Stored data entries
++++++++

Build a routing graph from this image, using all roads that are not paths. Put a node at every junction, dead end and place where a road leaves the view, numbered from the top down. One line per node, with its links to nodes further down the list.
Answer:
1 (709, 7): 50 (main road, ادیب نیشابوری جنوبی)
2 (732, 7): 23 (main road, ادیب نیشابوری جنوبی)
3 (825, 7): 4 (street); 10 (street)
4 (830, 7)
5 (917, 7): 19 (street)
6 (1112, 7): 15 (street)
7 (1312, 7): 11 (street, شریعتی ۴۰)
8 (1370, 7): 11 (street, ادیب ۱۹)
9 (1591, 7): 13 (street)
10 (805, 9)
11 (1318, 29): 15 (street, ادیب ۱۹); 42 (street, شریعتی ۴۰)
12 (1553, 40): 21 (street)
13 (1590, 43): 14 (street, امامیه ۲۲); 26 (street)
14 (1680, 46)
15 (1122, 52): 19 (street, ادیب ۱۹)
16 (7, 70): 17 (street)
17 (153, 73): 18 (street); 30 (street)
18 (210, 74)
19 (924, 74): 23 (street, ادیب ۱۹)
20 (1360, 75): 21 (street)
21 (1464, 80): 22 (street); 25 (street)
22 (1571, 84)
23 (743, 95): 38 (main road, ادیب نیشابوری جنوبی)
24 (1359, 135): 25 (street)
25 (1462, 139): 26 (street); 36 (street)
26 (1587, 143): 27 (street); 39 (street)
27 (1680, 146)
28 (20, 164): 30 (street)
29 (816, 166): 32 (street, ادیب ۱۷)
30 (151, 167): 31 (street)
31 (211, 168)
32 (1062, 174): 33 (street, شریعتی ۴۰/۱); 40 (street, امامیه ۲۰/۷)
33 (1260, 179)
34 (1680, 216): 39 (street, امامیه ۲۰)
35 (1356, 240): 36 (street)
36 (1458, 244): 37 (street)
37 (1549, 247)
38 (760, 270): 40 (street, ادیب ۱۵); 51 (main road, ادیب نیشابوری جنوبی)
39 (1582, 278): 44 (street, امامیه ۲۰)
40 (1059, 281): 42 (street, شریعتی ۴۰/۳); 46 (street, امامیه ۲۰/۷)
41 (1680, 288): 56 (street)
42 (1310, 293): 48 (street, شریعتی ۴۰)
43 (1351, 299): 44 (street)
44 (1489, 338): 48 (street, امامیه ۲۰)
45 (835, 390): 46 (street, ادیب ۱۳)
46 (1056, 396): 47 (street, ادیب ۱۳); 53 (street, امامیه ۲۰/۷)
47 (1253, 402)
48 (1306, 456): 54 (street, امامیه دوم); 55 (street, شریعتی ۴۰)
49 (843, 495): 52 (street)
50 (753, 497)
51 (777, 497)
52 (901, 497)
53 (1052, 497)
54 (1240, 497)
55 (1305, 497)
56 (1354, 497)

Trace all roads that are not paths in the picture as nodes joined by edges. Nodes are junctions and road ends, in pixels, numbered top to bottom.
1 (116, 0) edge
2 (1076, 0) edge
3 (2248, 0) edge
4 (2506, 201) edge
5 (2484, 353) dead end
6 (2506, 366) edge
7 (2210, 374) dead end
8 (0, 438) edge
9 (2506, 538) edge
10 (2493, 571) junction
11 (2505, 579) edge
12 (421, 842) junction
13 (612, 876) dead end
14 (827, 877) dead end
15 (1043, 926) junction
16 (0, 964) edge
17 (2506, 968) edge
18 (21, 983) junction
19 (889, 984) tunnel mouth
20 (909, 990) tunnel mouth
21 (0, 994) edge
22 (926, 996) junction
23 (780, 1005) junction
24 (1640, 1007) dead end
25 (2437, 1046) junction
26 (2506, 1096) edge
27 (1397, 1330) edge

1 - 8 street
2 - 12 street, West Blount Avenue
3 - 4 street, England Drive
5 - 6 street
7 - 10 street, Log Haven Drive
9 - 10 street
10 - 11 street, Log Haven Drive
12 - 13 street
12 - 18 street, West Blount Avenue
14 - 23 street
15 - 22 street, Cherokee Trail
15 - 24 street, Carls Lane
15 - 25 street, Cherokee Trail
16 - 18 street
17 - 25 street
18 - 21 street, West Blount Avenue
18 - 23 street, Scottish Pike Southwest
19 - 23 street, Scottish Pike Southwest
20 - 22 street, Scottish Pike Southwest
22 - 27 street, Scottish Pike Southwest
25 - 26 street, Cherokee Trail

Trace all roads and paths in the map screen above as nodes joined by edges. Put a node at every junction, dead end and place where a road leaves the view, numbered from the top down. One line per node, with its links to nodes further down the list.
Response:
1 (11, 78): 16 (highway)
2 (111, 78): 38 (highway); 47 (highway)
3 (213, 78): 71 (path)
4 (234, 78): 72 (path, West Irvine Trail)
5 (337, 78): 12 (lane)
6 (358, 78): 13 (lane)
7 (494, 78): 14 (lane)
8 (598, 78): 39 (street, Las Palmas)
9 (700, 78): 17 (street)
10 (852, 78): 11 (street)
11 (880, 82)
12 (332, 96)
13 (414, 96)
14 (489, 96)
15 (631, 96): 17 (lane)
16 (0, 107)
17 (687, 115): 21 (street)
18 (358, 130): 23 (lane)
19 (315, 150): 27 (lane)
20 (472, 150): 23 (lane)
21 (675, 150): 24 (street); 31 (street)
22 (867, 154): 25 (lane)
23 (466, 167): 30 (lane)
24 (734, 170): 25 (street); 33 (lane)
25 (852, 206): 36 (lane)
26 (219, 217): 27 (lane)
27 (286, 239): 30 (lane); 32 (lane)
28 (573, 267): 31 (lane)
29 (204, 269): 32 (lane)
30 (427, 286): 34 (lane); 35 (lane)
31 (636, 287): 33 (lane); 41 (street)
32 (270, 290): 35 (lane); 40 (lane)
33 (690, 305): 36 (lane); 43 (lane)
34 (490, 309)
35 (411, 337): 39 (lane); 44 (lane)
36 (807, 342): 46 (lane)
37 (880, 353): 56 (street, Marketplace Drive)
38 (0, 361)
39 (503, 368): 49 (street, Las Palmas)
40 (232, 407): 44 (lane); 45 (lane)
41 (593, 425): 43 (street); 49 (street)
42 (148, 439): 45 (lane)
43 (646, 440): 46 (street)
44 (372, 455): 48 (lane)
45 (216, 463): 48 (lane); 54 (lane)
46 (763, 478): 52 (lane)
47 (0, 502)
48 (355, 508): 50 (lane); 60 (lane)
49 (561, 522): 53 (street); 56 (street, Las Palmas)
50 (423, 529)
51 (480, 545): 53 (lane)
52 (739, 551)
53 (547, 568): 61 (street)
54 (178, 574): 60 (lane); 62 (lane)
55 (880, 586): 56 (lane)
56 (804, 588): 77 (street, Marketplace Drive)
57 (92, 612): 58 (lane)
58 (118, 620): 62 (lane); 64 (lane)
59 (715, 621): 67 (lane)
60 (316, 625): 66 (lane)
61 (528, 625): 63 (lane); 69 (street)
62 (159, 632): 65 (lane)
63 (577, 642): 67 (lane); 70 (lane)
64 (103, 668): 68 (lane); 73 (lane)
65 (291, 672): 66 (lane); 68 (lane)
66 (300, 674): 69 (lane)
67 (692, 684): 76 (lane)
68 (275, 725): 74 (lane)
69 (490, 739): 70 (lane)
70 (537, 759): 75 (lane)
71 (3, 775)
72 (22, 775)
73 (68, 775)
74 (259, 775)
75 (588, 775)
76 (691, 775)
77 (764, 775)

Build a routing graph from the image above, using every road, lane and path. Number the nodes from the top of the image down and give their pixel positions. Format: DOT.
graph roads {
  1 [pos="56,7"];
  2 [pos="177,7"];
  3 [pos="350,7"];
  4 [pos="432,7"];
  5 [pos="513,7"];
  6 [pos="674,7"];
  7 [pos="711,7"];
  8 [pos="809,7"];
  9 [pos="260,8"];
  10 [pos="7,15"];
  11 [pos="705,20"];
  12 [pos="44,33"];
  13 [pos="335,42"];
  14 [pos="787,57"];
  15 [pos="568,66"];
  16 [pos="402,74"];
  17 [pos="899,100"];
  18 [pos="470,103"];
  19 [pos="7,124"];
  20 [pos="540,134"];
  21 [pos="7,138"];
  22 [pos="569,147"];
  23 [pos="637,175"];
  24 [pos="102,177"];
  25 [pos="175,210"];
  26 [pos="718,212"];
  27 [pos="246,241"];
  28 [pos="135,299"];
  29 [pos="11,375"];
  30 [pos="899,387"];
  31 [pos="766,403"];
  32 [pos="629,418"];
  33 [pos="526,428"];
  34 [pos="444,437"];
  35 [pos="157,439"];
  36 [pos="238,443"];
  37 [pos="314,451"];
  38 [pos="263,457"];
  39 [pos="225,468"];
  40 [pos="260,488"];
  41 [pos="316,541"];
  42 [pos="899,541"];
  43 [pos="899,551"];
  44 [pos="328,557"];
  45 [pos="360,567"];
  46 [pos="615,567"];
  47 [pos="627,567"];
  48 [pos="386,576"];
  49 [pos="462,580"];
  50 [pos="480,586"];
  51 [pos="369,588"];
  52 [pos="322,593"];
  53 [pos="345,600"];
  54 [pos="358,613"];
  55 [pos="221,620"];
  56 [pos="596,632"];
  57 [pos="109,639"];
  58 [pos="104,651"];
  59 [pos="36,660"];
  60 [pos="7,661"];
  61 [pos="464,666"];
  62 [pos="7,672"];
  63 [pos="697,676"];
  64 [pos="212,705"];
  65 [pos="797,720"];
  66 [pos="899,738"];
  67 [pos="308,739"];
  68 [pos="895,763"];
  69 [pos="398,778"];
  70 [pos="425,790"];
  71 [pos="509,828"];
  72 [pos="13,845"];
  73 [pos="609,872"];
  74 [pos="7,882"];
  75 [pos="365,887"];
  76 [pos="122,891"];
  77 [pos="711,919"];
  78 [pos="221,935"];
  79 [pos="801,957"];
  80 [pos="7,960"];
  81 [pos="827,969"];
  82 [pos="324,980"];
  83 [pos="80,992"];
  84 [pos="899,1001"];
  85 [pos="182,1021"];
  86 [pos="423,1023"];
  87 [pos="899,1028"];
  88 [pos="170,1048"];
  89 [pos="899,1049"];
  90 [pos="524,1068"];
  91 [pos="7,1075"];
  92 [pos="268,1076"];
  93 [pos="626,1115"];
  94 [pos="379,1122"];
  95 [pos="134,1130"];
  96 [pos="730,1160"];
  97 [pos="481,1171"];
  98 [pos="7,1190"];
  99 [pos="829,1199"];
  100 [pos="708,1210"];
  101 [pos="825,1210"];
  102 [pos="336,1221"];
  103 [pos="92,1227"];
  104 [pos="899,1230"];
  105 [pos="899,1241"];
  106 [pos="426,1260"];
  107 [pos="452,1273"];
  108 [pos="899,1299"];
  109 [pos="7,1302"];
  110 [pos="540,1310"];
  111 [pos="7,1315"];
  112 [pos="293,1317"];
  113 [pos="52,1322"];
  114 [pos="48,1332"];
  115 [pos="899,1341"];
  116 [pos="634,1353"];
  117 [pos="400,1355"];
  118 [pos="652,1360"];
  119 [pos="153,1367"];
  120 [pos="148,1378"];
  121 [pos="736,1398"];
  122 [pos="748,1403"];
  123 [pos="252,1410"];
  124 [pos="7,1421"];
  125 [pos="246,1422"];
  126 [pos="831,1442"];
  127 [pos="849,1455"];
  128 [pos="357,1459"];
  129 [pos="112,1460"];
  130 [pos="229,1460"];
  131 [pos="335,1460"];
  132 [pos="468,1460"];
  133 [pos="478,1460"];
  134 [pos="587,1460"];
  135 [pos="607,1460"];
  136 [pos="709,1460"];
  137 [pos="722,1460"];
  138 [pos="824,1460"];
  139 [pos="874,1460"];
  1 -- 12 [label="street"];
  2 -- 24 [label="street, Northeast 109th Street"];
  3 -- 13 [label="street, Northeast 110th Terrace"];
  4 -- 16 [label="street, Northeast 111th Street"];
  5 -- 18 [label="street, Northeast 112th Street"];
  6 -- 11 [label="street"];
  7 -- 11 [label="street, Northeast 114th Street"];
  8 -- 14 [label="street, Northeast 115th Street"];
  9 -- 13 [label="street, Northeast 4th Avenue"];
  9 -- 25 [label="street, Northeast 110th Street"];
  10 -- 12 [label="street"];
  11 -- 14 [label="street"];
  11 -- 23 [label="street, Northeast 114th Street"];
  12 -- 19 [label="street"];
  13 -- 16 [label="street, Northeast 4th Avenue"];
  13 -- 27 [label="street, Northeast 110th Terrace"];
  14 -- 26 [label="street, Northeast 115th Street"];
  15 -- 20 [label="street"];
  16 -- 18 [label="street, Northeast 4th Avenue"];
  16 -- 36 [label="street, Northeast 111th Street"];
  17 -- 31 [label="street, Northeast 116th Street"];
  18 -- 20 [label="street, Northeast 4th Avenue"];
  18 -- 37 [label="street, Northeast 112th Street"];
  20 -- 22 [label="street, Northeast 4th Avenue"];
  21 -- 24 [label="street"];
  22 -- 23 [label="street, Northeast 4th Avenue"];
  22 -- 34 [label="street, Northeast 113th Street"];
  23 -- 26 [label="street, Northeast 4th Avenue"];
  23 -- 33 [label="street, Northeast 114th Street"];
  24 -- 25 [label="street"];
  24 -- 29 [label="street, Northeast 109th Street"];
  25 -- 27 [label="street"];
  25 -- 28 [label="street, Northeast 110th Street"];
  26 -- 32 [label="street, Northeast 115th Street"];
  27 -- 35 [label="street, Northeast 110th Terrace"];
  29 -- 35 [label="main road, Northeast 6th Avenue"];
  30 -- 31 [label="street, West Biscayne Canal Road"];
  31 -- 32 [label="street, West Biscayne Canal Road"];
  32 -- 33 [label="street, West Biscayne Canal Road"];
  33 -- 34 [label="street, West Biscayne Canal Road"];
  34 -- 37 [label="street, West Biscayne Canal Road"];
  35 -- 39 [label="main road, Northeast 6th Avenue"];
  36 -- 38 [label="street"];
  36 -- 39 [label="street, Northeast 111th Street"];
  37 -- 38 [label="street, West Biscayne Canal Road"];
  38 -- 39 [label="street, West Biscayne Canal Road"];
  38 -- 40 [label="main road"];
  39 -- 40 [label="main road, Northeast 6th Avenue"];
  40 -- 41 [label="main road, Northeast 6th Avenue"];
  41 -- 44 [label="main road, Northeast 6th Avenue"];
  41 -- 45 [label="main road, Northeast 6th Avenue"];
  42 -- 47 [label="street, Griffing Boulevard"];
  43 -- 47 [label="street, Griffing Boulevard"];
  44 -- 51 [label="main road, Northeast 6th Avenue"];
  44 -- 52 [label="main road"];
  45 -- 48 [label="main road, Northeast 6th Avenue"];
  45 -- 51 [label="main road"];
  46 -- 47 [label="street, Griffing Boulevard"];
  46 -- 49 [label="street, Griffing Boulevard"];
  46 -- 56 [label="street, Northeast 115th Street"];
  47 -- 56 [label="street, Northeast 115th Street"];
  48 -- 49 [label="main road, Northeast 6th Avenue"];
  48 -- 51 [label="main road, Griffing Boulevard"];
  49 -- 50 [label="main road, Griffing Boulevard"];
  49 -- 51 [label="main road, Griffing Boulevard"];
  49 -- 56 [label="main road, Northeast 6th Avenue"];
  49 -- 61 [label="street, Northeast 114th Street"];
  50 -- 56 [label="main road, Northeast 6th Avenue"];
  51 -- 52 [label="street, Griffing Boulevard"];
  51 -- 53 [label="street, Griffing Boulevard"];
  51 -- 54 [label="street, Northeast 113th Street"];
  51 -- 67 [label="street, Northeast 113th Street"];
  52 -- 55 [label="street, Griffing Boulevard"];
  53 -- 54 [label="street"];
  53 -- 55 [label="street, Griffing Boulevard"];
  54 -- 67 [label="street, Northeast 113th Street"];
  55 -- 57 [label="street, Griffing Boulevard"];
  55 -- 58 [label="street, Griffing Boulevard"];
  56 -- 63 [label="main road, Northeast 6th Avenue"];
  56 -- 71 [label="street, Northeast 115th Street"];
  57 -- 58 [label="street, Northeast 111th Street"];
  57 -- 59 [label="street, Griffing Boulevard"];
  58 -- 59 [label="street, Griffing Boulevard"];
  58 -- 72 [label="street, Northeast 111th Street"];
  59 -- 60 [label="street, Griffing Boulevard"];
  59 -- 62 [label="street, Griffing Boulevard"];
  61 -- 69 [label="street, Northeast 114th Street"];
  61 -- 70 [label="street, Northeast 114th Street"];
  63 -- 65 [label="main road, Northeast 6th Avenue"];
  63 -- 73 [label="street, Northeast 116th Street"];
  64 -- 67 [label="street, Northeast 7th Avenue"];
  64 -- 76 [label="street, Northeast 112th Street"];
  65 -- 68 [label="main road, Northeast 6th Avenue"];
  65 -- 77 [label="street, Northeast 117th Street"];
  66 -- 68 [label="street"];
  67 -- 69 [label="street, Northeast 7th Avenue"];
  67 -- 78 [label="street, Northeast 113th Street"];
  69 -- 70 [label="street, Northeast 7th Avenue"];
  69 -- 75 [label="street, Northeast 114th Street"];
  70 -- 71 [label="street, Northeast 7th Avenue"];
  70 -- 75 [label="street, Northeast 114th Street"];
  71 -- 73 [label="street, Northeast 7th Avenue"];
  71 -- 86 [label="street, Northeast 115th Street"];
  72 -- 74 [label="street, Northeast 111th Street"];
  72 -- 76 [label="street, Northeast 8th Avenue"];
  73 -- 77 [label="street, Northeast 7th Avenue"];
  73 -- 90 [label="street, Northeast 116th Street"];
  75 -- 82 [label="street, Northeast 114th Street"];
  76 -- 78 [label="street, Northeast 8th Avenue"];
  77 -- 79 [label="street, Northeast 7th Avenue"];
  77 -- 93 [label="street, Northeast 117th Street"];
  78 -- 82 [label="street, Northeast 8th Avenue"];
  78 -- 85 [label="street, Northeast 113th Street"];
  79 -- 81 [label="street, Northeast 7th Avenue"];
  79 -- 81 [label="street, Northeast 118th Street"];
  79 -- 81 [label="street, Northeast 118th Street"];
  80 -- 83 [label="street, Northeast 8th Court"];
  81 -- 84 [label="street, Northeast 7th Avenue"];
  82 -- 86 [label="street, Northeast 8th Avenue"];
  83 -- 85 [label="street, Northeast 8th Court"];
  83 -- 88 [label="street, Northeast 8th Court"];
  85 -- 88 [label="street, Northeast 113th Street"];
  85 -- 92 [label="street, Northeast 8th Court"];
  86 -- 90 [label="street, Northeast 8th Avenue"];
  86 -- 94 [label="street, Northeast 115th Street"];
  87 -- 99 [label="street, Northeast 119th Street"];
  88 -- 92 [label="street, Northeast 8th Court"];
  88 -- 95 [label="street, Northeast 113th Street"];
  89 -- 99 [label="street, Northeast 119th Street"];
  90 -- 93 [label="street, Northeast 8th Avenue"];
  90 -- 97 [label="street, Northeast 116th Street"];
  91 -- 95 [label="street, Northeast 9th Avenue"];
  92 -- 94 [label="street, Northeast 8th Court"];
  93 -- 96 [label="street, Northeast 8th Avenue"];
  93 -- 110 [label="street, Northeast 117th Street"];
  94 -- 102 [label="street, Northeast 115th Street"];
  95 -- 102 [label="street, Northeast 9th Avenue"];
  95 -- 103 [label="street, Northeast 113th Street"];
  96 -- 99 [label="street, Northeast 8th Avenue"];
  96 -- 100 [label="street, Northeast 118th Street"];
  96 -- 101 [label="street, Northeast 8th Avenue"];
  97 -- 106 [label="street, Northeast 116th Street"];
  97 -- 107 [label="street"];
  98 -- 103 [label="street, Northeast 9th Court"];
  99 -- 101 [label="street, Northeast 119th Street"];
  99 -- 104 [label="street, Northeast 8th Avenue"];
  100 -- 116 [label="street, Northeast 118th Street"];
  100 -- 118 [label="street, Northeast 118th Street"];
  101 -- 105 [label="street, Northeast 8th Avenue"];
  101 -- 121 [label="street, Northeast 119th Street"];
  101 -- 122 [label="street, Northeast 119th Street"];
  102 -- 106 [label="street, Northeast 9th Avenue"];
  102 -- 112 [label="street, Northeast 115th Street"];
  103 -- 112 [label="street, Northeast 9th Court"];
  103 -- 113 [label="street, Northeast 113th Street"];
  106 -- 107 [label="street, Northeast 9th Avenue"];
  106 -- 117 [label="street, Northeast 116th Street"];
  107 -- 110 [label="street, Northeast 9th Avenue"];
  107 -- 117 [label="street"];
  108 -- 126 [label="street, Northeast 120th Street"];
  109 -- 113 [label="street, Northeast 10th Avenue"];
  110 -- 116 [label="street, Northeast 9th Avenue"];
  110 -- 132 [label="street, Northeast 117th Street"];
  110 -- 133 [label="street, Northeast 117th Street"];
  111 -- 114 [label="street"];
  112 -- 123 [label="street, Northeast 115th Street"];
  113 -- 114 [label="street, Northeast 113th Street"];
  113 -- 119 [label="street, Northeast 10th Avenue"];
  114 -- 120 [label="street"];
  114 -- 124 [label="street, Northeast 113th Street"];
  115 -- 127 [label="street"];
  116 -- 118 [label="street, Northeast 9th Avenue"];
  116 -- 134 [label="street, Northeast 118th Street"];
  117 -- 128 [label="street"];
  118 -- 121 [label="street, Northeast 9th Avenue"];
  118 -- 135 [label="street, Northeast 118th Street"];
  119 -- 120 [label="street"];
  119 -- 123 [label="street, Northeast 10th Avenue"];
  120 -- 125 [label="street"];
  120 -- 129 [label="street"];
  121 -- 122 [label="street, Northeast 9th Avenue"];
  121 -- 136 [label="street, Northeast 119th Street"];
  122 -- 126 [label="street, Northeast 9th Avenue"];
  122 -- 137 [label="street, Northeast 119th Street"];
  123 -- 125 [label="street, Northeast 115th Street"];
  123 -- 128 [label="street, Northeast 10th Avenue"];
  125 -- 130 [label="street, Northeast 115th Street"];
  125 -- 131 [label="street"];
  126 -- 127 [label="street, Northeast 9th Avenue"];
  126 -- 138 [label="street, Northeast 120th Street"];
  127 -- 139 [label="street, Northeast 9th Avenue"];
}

++++++++

Would you copy out exactly the lines above that start at the one containing "Trace all roads that" and end at the one containing "Trace all roads and", inclusive?

### [EXPECTED ANSWER]
Trace all roads that are not paths in the picture as nodes joined by edges. Nodes are junctions and road ends, in pixels, numbered top to bottom.
1 (116, 0) edge
2 (1076, 0) edge
3 (2248, 0) edge
4 (2506, 201) edge
5 (2484, 353) dead end
6 (2506, 366) edge
7 (2210, 374) dead end
8 (0, 438) edge
9 (2506, 538) edge
10 (2493, 571) junction
11 (2505, 579) edge
12 (421, 842) junction
13 (612, 876) dead end
14 (827, 877) dead end
15 (1043, 926) junction
16 (0, 964) edge
17 (2506, 968) edge
18 (21, 983) junction
19 (889, 984) tunnel mouth
20 (909, 990) tunnel mouth
21 (0, 994) edge
22 (926, 996) junction
23 (780, 1005) junction
24 (1640, 1007) dead end
25 (2437, 1046) junction
26 (2506, 1096) edge
27 (1397, 1330) edge

1 - 8 street
2 - 12 street, West Blount Avenue
3 - 4 street, England Drive
5 - 6 street
7 - 10 street, Log Haven Drive
9 - 10 street
10 - 11 street, Log Haven Drive
12 - 13 street
12 - 18 street, West Blount Avenue
14 - 23 street
15 - 22 street, Cherokee Trail
15 - 24 street, Carls Lane
15 - 25 street, Cherokee Trail
16 - 18 street
17 - 25 street
18 - 21 street, West Blount Avenue
18 - 23 street, Scottish Pike Southwest
19 - 23 street, Scottish Pike Southwest
20 - 22 street, Scottish Pike Southwest
22 - 27 street, Scottish Pike Southwest
25 - 26 street, Cherokee Trail

Trace all roads and paths in the map screen above as nodes joined by edges. Put a node at every junction, dead end and place where a road leaves the view, numbered from the top down. One line per node, with its links to nodes further down the list.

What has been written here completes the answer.